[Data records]
- - - - -
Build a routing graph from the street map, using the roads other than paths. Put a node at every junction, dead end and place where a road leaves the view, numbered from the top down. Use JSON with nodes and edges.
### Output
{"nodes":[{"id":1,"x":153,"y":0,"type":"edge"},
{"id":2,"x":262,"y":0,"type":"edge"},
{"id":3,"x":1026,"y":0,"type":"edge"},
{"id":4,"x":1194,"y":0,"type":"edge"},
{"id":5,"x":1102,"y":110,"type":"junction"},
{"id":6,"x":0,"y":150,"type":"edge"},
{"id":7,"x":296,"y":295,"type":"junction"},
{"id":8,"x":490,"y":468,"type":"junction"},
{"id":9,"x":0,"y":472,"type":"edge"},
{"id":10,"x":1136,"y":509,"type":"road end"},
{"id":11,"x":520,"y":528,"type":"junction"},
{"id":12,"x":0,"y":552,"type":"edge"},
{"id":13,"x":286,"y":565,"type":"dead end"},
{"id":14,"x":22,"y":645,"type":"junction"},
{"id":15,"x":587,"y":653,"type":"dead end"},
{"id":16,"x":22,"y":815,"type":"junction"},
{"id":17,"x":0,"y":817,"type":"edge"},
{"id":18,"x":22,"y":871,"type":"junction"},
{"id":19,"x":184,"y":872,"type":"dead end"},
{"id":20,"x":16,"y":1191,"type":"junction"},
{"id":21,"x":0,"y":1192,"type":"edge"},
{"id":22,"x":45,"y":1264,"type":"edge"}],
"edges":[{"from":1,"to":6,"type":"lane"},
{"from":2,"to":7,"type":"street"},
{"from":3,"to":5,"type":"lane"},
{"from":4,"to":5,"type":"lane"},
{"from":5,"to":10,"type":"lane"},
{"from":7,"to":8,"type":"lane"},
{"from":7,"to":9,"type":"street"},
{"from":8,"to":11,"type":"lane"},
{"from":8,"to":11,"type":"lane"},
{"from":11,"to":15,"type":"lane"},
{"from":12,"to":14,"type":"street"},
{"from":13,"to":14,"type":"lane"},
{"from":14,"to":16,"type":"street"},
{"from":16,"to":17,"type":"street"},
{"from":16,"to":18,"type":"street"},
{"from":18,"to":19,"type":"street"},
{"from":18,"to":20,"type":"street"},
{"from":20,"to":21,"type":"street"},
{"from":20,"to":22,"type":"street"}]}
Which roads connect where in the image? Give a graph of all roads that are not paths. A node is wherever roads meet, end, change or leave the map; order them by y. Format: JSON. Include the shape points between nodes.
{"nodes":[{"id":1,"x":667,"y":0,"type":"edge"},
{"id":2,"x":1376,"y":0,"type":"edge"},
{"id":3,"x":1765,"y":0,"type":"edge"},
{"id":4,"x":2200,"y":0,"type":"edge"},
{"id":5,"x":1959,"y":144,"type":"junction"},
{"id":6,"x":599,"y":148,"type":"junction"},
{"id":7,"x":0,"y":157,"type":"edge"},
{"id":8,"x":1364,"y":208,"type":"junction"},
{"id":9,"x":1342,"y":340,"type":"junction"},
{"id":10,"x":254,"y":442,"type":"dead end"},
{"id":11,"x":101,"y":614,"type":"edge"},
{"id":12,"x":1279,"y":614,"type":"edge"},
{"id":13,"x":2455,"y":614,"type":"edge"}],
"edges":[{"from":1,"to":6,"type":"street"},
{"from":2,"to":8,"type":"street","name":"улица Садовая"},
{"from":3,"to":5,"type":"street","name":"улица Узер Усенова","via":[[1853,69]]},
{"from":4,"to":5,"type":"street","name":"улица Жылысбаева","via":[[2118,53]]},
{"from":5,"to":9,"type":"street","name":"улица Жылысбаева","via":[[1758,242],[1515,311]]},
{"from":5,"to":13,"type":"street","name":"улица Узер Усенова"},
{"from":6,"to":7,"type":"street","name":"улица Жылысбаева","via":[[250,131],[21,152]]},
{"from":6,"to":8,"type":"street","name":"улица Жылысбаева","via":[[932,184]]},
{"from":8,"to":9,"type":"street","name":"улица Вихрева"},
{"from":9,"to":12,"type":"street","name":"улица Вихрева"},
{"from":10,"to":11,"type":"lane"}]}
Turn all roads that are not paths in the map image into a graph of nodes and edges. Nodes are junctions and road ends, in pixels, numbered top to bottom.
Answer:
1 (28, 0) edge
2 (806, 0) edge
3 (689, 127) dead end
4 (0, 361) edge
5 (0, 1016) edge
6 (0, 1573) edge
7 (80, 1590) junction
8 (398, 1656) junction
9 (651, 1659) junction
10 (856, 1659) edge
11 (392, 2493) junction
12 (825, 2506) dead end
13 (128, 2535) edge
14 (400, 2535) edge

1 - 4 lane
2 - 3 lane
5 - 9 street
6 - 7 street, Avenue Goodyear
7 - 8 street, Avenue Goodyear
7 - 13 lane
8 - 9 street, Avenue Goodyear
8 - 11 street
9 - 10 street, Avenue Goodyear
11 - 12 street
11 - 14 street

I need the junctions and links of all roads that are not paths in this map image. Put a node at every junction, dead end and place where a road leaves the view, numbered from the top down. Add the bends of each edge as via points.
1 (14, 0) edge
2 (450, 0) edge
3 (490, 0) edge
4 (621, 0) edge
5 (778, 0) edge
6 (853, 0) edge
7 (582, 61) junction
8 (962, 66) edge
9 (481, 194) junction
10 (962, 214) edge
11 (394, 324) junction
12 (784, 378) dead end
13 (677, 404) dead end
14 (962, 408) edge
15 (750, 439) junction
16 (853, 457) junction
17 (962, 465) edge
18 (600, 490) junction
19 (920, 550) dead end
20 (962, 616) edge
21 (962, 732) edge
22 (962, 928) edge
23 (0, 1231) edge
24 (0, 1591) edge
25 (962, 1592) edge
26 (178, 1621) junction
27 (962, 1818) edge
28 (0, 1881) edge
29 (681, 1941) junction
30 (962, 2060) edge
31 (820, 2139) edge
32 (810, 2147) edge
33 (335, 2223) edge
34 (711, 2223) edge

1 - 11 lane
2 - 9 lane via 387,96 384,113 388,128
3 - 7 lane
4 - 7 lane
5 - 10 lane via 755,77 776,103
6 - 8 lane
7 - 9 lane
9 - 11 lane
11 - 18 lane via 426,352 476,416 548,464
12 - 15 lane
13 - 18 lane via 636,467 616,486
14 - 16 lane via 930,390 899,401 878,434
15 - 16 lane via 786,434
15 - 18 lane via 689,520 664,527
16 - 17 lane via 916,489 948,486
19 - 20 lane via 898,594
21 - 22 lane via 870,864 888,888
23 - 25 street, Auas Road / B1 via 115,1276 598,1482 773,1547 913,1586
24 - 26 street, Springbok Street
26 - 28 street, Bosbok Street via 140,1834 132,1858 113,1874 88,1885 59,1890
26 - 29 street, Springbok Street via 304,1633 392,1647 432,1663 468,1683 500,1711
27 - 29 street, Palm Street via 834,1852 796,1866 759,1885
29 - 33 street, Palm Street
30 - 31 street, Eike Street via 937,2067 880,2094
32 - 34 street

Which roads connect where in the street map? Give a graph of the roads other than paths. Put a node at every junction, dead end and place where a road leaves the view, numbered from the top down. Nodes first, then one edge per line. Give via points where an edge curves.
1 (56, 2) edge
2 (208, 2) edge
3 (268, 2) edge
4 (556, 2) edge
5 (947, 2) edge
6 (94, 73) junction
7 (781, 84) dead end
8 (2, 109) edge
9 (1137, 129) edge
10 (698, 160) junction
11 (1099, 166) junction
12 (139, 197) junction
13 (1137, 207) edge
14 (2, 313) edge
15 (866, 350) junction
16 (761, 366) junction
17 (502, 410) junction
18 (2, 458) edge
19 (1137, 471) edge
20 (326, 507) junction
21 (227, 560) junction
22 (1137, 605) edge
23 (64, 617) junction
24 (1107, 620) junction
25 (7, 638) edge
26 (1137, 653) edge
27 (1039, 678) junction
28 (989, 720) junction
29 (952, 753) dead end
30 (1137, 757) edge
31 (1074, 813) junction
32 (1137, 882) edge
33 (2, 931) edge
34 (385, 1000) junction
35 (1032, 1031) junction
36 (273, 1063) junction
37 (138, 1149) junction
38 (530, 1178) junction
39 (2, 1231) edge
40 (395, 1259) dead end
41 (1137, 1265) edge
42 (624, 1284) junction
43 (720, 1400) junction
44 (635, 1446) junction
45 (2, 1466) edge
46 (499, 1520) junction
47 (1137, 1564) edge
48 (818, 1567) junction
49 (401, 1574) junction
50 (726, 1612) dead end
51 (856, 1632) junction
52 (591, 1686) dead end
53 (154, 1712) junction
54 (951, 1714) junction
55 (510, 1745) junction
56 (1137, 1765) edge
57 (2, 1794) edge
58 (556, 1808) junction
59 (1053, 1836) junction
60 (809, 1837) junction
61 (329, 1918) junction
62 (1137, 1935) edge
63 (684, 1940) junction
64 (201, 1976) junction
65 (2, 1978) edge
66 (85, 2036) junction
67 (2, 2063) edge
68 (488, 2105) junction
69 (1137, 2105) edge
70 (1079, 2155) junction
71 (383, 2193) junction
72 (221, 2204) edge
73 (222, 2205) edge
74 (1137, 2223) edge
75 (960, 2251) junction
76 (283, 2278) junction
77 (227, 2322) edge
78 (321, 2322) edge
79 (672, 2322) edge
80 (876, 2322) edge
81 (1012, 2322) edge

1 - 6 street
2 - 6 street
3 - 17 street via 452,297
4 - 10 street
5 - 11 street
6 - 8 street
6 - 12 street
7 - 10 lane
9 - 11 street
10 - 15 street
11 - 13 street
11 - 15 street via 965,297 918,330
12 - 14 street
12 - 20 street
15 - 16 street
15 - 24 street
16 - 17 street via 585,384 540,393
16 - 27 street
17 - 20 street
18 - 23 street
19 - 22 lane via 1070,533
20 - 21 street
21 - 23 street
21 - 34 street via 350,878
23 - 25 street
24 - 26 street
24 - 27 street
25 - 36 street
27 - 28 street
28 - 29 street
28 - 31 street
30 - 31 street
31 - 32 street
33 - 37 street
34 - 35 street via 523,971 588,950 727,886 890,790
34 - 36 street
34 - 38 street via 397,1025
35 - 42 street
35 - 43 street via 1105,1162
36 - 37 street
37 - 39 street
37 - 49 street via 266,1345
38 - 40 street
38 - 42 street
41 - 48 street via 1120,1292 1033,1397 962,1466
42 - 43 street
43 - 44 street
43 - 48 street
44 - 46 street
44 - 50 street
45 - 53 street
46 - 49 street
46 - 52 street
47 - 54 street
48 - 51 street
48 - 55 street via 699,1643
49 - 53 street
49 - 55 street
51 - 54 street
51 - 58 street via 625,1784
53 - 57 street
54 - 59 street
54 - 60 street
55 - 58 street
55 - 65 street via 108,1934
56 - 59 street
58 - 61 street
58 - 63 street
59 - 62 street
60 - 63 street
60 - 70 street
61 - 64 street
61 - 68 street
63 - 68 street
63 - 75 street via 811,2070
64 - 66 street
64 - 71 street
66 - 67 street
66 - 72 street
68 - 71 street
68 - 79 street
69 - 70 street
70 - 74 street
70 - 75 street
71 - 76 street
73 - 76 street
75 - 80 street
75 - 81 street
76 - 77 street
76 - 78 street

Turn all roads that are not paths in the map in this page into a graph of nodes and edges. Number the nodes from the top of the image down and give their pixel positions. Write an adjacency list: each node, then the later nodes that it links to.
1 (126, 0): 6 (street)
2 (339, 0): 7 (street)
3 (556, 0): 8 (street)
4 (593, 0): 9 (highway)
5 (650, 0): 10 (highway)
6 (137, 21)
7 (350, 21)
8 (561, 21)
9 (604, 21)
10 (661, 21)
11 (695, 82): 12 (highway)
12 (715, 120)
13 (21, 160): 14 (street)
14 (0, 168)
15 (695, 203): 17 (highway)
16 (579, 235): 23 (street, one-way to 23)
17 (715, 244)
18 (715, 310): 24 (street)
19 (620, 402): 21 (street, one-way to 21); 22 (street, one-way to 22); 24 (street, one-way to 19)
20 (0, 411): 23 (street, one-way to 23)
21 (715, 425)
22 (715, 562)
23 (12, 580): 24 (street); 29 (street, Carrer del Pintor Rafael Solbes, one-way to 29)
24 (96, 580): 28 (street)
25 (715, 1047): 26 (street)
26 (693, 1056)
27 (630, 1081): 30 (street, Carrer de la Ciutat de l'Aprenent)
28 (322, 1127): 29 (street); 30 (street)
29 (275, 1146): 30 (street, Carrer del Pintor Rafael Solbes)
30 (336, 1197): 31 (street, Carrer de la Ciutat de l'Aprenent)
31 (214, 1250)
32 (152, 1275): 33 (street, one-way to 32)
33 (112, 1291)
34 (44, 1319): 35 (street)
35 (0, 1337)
- - - - -
[Exercise directions]: Report each line of the data that includes the string "JSON".

[Exercise response]:
Build a routing graph from the street map, using the roads other than paths. Put a node at every junction, dead end and place where a road leaves the view, numbered from the top down. Use JSON with nodes and edges.
Which roads connect where in the image? Give a graph of all roads that are not paths. A node is wherever roads meet, end, change or leave the map; order them by y. Format: JSON. Include the shape points between nodes.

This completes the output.